======== PROVIDED RECORDS ========

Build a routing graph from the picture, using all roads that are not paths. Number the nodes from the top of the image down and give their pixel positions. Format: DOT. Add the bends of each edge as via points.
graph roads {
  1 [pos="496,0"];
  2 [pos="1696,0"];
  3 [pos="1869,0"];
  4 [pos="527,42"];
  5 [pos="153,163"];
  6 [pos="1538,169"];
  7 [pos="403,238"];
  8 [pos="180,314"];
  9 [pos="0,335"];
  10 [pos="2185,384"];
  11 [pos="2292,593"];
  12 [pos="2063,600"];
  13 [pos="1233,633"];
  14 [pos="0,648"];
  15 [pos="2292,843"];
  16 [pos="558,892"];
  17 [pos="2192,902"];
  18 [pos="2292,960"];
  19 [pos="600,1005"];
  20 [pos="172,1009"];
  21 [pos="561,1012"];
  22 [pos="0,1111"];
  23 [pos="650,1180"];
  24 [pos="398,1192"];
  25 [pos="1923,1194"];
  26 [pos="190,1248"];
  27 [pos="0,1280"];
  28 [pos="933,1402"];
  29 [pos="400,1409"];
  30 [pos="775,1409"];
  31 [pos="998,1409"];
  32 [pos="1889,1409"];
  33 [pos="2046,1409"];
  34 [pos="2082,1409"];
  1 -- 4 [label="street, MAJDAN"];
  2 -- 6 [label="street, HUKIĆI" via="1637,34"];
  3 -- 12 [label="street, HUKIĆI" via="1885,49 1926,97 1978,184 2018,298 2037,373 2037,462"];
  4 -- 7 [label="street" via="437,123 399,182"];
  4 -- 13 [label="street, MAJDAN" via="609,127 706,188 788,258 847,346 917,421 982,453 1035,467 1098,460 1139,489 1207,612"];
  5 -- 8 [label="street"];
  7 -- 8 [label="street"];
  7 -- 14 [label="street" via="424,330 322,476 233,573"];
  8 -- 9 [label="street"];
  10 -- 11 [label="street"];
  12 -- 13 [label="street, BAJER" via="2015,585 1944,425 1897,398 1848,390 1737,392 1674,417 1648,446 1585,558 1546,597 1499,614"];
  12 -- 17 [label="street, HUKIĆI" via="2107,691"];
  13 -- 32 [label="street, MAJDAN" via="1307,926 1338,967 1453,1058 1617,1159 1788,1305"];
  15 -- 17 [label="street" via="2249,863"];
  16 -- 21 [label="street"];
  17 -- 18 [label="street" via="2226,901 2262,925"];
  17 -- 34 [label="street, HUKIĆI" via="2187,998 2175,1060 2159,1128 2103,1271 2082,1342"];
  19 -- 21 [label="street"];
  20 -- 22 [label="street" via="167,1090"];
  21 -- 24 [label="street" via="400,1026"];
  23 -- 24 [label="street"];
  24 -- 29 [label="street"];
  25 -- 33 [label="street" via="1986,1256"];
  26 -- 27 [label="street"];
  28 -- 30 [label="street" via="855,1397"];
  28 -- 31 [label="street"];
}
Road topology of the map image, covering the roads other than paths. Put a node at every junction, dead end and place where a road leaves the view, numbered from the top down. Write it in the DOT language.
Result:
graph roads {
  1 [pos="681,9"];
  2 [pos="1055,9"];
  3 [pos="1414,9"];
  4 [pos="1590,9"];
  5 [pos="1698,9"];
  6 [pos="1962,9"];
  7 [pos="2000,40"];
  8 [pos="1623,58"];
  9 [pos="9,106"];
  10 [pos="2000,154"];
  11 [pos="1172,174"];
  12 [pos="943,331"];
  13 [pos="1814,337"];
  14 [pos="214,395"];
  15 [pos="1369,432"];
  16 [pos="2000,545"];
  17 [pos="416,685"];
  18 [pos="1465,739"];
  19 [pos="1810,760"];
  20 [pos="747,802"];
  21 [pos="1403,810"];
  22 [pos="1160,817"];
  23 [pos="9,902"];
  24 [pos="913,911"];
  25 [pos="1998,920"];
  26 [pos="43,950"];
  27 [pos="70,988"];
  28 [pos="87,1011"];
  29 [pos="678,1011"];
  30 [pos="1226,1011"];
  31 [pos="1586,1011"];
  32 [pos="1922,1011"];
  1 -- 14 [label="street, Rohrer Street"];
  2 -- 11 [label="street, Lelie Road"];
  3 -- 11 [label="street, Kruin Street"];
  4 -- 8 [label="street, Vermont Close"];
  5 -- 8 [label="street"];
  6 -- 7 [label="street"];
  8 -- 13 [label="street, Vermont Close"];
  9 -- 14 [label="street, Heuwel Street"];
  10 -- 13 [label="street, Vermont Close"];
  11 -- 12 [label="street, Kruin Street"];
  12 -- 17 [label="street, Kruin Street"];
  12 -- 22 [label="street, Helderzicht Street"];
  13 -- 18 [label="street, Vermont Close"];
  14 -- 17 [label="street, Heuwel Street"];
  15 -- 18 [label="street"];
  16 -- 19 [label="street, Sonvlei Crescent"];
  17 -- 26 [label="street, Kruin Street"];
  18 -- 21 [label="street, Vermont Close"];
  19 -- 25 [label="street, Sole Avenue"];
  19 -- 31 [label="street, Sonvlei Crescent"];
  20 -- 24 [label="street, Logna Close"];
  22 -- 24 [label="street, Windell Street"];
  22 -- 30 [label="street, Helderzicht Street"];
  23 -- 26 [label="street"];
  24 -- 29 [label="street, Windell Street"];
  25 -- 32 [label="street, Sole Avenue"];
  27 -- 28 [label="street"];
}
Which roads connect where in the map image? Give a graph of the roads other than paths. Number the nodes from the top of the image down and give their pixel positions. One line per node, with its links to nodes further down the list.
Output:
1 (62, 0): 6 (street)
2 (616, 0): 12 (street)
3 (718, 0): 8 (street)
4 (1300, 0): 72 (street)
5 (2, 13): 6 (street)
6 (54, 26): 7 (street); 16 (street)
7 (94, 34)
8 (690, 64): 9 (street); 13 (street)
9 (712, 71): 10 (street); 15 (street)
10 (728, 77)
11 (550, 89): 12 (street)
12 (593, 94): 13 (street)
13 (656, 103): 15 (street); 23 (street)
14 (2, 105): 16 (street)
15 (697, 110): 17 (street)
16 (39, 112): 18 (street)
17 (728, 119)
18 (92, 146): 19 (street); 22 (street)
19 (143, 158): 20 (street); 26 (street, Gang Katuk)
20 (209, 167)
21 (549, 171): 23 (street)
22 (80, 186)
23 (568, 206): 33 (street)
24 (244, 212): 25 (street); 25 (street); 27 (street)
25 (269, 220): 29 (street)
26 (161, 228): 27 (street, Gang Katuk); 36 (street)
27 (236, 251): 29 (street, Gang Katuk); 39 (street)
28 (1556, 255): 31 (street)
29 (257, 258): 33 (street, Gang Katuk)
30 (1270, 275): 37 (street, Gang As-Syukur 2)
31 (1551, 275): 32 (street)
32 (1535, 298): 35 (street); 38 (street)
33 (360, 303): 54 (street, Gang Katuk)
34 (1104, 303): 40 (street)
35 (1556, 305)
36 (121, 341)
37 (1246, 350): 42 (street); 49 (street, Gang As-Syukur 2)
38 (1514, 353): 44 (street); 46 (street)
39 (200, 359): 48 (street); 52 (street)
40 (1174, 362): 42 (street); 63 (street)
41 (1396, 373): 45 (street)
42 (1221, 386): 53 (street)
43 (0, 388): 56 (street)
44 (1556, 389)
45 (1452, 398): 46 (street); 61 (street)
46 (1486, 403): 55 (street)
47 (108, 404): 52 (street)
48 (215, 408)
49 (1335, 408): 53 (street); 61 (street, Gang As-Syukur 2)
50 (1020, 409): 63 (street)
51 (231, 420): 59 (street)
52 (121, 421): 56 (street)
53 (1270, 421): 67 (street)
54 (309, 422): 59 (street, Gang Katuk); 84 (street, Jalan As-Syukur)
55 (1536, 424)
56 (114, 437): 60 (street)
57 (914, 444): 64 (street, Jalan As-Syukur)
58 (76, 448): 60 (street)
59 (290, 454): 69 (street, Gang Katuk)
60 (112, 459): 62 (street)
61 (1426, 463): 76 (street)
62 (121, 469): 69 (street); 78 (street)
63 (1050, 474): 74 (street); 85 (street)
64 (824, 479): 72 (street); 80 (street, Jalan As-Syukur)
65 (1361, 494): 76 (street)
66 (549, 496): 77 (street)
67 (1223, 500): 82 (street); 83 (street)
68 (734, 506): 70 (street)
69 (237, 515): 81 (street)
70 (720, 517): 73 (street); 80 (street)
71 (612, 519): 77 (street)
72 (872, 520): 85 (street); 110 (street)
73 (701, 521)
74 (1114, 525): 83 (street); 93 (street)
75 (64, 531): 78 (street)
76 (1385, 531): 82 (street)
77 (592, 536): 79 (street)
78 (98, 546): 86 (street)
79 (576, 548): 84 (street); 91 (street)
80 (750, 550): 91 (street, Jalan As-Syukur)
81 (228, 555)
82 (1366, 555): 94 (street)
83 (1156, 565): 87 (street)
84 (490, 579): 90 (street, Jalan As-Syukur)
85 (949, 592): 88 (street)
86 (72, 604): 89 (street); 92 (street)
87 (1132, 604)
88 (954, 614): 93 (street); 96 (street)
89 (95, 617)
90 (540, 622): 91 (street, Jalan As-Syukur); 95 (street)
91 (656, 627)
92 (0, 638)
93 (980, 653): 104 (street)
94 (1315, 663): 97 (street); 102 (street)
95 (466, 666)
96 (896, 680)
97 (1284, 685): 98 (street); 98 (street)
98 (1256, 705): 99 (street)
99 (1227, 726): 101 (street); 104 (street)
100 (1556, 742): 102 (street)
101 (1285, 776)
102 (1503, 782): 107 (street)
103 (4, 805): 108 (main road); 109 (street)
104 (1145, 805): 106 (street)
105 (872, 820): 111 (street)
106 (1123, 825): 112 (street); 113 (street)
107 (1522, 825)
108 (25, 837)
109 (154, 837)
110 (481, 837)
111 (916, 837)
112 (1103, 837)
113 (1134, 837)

========

:: EXERCISE ::
Go through the data and show every line where "their" occurs.

:: RESPONSE TO THIS TASK ::
Build a routing graph from the picture, using all roads that are not paths. Number the nodes from the top of the image down and give their pixel positions. Format: DOT. Add the bends of each edge as via points.
Which roads connect where in the map image? Give a graph of the roads other than paths. Number the nodes from the top of the image down and give their pixel positions. One line per node, with its links to nodes further down the list.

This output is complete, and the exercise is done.